In commemoration of City Weekly's 40th anniversary, we are digging into our archives to celebrate. Each week, we FLASHBACK to a story or column from our past in honor of four decades of local alt-journalism. Whether the names and issues are familiar or new, we are grateful to have this unique newspaper to contain them all.
Title: Erroneous Concepts
Author: Karen Denton
Date: Apr. 24, 1997
Dear Tom Warne, executive director of the Utah Department of Transportation, and Gov. Mike Leavitt:
I am writing to you both about the Long Range Transportation Plan and the Major Investment Studies currently examining the prospect of additional highways. These projects, which will cost the state $5 billion for a massive road building program over the next 10 years, are based on the assumptions that cars are the only way to move people around the Wasatch Front, that more roads will reduce congestion and that any possible impact on neighborhoods will be minimal.
All these concepts are erroneous.
A 1995 study conducted by Mark Hansen at the University of California at Berkeley examined the first premise: California is increasingly concerned with both the number of cars on the road and the number of miles traveled by each car. He and his colleagues found that rather than decreasing congestion, adding more lanes actually encourages substantial new traffic.
Additionally, they found “The most consistent source of traffic growth has been population growth.” That’s the same population increase that we not only expect in this state, but are actively encouraging.
For a clear example of the ways that highways determine communities, look at Sandy. Sandwiched between State Street and I-15, Sandy City Hall is really just an extension of the shopping malls to its south. There is no city center and no pedestrian-friendly access to the buildings stretched out over the area. Developers and city officials could have clustered the buildings to encourage alternative transportation, such as buses. Or more particularly, they could have designed a light rail station as a focal point for everything else.
The Bangerter and proposed Legacy Highways will similarly define West Valley City unless we intervene now.
We do have choices other than ribboning the valley with pavement. What we need is an integrated plan that delivers people efficiently from one place to another using a minimum of resources. It should encourage livable communities—ones in which motorists, pedestrians and bicyclists safely co-mingle, and green space is built into the designs.
Land use, air quality and transportation are interrelated. We have put transportation first when the real starting point is land use. Other cities have tackled this problem, most notably Portland, Ore., which managed to reframe the discussion from “How do we get from point A to point B?” to “How do we utilize the land more beneficially and then create supportive public policies?”

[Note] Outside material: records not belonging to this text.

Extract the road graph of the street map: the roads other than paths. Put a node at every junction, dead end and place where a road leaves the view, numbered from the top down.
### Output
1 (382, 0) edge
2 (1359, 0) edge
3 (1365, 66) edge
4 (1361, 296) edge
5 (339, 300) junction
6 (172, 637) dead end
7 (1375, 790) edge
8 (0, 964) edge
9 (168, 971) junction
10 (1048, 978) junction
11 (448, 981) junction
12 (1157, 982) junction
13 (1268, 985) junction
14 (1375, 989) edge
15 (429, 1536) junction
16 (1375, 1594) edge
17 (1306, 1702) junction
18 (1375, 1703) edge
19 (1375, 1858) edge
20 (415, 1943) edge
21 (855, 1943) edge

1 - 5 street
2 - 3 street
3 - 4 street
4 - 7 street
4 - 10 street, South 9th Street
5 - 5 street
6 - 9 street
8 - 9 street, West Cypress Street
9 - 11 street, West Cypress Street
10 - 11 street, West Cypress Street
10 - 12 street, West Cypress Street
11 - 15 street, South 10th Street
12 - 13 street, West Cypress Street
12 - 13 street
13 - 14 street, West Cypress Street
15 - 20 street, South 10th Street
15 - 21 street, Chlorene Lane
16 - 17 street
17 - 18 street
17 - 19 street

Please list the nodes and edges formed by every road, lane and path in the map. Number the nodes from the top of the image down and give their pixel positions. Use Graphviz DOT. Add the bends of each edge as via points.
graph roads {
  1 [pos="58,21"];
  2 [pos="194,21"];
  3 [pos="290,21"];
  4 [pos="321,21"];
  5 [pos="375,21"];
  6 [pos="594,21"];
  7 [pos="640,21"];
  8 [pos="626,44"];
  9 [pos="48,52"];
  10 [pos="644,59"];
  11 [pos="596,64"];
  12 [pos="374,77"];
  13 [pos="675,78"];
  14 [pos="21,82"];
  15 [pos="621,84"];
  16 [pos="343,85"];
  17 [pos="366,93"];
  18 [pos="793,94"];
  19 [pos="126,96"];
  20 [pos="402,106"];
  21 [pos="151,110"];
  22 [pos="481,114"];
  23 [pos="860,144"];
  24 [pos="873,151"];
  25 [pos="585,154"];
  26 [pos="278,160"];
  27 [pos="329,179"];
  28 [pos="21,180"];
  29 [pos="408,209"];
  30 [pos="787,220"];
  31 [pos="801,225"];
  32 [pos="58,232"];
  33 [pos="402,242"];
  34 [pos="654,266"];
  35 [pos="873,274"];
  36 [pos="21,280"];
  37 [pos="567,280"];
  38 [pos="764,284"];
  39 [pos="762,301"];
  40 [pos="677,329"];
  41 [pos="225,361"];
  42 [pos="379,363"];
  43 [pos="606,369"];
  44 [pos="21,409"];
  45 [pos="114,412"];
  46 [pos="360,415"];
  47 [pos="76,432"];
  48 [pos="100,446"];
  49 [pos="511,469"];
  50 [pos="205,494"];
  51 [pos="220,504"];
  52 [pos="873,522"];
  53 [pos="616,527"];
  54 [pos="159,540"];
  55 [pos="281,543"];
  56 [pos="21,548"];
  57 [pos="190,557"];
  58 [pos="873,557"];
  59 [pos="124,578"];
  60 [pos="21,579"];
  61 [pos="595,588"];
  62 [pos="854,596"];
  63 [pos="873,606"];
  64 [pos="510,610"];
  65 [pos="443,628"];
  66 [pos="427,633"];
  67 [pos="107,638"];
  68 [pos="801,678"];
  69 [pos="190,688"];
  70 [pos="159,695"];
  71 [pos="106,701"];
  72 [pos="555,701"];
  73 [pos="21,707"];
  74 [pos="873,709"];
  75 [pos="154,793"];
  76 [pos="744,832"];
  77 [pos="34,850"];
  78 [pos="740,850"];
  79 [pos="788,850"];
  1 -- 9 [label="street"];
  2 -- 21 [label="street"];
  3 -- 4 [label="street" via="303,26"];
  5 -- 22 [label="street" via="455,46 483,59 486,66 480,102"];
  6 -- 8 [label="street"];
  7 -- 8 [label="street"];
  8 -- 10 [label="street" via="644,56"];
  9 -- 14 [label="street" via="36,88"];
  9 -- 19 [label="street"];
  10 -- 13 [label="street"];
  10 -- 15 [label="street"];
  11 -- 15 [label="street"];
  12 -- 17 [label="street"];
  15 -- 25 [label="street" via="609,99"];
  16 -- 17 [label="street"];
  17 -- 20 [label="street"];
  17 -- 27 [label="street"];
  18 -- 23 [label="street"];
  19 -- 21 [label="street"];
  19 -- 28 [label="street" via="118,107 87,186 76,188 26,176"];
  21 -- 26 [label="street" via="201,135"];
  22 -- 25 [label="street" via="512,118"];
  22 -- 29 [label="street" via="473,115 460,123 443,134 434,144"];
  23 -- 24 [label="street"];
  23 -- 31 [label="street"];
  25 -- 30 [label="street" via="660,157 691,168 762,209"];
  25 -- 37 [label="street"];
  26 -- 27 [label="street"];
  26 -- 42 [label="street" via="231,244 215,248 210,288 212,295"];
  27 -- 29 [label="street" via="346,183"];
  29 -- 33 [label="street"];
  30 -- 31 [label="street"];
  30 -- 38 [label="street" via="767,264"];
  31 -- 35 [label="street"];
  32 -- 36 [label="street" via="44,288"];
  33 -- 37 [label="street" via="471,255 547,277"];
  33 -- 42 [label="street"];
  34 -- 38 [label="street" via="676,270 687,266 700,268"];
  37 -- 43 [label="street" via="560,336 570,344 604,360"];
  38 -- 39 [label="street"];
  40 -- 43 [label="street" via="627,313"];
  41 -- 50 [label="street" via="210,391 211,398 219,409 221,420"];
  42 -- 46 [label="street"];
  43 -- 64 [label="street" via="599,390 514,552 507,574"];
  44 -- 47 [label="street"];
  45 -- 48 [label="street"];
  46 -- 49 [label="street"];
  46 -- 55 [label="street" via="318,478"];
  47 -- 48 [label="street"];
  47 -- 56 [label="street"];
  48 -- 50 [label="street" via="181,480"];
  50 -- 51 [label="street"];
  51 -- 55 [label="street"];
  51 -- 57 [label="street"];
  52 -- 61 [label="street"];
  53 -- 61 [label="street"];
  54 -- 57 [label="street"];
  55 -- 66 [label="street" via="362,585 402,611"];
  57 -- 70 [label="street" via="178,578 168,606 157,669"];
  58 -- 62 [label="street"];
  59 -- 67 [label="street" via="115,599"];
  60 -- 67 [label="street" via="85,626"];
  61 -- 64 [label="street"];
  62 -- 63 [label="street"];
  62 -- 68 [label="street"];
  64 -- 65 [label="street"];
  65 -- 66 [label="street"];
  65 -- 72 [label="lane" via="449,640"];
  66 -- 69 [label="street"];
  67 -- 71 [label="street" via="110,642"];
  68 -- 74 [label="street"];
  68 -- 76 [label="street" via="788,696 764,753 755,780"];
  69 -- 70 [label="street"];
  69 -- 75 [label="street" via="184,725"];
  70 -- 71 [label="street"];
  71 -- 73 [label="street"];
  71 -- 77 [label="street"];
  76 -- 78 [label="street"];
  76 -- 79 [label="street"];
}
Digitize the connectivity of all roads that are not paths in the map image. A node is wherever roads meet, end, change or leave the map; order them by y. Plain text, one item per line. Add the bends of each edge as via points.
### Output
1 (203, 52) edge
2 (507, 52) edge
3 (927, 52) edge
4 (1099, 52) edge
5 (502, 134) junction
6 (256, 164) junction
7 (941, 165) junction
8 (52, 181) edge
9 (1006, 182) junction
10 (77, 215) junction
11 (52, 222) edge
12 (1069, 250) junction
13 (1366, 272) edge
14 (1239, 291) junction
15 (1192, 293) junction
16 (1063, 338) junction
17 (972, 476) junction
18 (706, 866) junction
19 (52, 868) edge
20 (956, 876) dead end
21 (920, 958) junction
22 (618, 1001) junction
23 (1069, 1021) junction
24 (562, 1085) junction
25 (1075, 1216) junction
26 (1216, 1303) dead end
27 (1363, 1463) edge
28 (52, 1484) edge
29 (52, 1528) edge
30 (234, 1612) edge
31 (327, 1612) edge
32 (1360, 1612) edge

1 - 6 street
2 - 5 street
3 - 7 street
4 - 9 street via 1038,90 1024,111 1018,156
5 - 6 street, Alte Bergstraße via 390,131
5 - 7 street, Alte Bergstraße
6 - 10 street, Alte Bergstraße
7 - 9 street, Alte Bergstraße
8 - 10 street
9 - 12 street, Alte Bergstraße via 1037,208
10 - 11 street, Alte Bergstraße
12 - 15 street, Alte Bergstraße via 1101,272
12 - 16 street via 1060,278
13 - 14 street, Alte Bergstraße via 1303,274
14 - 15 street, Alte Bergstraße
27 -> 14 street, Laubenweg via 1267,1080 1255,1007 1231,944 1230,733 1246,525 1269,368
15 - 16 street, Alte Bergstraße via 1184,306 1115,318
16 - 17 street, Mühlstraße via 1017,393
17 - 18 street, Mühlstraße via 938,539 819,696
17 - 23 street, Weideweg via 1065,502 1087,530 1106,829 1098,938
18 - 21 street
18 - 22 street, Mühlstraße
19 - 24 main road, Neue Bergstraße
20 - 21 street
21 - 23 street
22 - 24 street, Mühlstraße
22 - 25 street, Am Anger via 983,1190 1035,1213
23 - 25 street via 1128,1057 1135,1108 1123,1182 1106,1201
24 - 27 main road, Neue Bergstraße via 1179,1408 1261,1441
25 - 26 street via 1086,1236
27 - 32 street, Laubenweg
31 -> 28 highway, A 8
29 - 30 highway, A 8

Denver has studied this as well. Its Regional Council of Governments found that integrating a variety of land uses, such as housing, commercial development and open spaces with transportation alternatives will save $15,000 per household in regional and local infrastructure costs.
Studies conducted in San Francisco and Washington, D.C., too, suggest that a high quality of life can still be maintained with integrated land use.
So here’s the chance for Utah to strut its stuff by designing a regional, integrated land-use plan that is creative, innovative and refreshingly different. Or, we could do the same old thing and just build roads that will ultimately divide rather than connect communities. We have a challenge in this state. We’re asking you, gentlemen, to accept it.